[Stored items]

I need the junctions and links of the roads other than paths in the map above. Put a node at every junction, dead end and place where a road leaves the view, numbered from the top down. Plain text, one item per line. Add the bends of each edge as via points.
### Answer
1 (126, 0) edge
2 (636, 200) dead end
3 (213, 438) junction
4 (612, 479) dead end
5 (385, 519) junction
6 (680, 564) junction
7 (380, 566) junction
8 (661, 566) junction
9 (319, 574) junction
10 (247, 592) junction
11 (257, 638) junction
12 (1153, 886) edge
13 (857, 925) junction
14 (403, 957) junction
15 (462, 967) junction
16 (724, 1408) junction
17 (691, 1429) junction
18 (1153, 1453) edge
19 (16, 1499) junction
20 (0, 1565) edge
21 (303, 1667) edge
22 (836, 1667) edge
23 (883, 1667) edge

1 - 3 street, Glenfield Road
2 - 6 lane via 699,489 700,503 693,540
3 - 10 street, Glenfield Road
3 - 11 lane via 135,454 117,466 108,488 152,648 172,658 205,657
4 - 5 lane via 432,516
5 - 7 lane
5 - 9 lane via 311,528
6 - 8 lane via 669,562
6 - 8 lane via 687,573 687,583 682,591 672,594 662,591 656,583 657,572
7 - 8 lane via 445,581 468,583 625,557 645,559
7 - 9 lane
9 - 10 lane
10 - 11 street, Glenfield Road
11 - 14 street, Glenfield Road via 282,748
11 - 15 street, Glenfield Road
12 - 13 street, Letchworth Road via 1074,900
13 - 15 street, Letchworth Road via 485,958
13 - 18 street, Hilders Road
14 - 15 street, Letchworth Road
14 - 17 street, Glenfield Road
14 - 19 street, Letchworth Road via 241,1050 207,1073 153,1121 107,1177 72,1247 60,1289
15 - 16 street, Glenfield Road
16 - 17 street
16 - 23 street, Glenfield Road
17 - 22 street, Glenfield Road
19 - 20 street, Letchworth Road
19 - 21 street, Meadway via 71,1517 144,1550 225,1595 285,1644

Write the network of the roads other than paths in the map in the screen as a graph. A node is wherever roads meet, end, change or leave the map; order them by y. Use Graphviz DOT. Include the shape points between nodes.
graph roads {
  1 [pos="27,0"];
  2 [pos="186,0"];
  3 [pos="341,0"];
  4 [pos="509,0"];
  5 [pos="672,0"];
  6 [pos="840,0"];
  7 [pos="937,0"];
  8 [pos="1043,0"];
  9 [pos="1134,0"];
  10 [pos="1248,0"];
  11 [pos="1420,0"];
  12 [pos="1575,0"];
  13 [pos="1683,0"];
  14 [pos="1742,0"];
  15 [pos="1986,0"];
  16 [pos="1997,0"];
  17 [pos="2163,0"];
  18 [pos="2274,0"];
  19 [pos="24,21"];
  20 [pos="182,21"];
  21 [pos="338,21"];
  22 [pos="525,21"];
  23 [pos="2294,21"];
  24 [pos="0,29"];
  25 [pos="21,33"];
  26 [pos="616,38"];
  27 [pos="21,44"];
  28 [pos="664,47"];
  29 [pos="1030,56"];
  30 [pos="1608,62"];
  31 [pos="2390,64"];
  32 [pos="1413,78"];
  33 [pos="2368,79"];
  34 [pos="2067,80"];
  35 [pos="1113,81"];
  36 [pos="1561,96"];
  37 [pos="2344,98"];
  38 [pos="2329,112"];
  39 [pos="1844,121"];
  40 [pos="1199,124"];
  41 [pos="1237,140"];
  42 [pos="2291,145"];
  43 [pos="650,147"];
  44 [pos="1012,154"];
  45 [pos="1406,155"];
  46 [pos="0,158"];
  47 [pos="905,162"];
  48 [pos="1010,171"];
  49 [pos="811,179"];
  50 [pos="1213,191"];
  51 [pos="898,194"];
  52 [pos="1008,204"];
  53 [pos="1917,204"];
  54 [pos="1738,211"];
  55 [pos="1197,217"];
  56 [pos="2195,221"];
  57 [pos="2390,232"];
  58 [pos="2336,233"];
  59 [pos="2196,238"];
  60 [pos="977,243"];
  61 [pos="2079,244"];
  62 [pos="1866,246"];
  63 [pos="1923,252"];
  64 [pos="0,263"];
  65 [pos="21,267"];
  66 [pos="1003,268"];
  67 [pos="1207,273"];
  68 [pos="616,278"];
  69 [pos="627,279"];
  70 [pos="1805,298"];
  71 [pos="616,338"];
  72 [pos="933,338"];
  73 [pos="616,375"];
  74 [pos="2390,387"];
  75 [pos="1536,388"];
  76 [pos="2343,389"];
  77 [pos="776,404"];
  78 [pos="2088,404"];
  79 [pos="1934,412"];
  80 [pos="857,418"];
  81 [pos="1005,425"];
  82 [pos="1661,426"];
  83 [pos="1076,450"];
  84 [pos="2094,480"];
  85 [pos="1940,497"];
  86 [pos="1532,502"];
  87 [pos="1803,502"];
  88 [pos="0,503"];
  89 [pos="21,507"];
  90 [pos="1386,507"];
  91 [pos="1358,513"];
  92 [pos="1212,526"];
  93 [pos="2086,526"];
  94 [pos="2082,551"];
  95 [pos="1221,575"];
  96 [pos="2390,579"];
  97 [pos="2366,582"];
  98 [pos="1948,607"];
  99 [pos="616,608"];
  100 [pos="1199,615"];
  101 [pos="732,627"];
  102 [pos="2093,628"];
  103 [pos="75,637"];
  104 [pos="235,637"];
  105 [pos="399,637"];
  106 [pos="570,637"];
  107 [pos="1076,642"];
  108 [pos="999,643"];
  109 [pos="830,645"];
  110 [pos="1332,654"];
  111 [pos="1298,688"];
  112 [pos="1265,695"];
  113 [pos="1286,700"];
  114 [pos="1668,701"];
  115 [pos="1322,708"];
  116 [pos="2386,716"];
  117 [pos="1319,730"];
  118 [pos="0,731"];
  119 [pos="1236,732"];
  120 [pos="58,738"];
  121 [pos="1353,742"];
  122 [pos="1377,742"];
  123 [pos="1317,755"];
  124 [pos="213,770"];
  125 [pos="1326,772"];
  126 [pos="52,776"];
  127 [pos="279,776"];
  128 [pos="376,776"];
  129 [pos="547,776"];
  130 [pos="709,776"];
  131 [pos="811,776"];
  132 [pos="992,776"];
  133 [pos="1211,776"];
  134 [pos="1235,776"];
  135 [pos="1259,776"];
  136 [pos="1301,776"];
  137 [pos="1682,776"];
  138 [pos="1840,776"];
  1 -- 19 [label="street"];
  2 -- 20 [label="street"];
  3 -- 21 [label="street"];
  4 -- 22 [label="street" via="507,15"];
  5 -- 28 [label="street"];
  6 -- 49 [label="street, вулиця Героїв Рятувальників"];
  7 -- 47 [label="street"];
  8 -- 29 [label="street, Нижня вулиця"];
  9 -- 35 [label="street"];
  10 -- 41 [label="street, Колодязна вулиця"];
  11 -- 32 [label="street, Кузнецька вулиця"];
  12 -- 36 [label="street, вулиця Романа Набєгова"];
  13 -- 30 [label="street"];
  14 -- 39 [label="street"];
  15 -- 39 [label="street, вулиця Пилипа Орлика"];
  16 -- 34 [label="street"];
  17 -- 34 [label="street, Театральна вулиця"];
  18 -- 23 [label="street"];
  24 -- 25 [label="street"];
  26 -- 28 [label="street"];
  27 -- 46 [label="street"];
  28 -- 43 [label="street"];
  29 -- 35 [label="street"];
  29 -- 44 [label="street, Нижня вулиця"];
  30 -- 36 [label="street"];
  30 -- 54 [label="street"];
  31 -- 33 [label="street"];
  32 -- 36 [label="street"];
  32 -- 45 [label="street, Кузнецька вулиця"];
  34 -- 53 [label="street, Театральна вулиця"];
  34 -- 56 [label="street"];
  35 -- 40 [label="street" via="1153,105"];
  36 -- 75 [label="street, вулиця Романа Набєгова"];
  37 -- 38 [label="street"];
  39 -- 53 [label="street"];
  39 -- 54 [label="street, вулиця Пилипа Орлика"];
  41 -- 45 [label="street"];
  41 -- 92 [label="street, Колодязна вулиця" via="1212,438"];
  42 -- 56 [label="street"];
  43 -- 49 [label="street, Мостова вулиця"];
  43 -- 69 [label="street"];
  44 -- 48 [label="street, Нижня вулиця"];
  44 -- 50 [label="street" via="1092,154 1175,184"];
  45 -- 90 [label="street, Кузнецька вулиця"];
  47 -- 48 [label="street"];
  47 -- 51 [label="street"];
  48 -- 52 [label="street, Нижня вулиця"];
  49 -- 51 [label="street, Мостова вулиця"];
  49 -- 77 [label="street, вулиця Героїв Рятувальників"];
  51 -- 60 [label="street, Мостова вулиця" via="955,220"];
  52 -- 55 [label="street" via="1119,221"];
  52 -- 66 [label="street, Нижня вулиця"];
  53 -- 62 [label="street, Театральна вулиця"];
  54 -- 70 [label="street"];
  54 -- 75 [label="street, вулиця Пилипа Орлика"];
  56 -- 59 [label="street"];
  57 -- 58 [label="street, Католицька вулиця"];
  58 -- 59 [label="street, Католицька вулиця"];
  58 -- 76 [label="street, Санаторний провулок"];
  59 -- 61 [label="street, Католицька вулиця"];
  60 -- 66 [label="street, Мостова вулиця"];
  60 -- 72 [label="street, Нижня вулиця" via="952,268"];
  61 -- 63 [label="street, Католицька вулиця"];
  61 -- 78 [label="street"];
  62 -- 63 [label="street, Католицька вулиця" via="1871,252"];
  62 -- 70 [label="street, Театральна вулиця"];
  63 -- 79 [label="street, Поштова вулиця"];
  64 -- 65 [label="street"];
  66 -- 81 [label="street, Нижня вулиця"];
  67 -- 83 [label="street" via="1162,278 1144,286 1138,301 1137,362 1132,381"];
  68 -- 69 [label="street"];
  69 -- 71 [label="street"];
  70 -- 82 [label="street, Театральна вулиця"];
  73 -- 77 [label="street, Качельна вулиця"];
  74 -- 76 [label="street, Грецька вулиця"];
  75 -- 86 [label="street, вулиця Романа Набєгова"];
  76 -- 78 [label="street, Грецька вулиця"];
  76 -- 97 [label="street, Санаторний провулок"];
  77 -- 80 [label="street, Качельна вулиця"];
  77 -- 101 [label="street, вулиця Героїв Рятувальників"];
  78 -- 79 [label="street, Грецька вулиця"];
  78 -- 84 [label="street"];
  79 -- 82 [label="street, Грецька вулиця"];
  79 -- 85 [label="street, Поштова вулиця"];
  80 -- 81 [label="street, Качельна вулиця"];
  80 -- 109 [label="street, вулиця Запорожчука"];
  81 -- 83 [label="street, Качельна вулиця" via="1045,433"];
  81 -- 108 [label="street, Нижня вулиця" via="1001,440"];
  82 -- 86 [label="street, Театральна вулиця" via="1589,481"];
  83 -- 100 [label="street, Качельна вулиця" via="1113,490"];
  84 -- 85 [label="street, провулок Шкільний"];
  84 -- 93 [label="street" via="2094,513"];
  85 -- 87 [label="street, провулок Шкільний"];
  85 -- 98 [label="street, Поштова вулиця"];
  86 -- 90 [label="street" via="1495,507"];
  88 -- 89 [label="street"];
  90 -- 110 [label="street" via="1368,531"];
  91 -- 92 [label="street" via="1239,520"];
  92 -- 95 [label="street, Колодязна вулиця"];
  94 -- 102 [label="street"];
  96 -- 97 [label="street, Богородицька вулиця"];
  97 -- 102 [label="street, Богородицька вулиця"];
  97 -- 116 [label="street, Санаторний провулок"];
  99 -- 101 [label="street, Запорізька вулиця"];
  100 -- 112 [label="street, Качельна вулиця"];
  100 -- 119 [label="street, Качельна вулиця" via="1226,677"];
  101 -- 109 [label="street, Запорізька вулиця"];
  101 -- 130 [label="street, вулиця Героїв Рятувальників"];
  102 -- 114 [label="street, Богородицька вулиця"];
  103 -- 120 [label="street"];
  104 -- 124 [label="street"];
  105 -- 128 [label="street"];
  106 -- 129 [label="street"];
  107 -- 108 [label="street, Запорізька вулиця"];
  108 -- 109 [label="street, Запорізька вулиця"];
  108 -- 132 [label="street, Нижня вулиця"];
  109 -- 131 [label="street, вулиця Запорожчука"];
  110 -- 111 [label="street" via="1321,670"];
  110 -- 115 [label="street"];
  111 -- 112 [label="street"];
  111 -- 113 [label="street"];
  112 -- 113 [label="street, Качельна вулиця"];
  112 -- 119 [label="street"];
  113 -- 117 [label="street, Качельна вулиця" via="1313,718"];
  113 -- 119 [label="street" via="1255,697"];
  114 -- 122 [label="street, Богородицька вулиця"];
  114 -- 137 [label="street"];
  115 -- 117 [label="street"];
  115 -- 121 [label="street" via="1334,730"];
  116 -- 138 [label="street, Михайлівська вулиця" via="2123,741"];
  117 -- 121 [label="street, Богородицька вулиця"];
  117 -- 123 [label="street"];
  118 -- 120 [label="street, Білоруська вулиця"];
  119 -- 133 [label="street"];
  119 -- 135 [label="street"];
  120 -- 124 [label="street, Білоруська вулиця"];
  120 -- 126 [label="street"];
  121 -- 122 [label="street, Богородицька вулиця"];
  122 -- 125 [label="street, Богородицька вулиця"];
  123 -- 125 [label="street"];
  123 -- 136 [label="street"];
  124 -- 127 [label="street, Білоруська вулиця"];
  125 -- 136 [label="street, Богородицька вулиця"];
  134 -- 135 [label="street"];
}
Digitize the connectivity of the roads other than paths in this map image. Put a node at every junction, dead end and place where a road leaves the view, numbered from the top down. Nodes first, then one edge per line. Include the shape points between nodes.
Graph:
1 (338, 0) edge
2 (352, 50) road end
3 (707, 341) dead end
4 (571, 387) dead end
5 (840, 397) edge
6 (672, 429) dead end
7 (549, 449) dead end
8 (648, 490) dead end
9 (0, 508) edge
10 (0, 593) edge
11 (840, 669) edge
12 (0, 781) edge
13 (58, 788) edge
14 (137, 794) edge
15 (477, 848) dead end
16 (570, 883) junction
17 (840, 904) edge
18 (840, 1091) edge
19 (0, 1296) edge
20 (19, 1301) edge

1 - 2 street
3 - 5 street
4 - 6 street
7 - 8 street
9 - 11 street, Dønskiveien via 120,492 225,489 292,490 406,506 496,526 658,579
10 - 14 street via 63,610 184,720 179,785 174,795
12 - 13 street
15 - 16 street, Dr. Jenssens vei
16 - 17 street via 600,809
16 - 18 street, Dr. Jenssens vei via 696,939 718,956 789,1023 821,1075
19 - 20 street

# TASK INSTRUCTIONS:
Looking at the entries, how many lines contain the string "Театральна"? The answer is that number alone.

# ANSWER SECTION:
6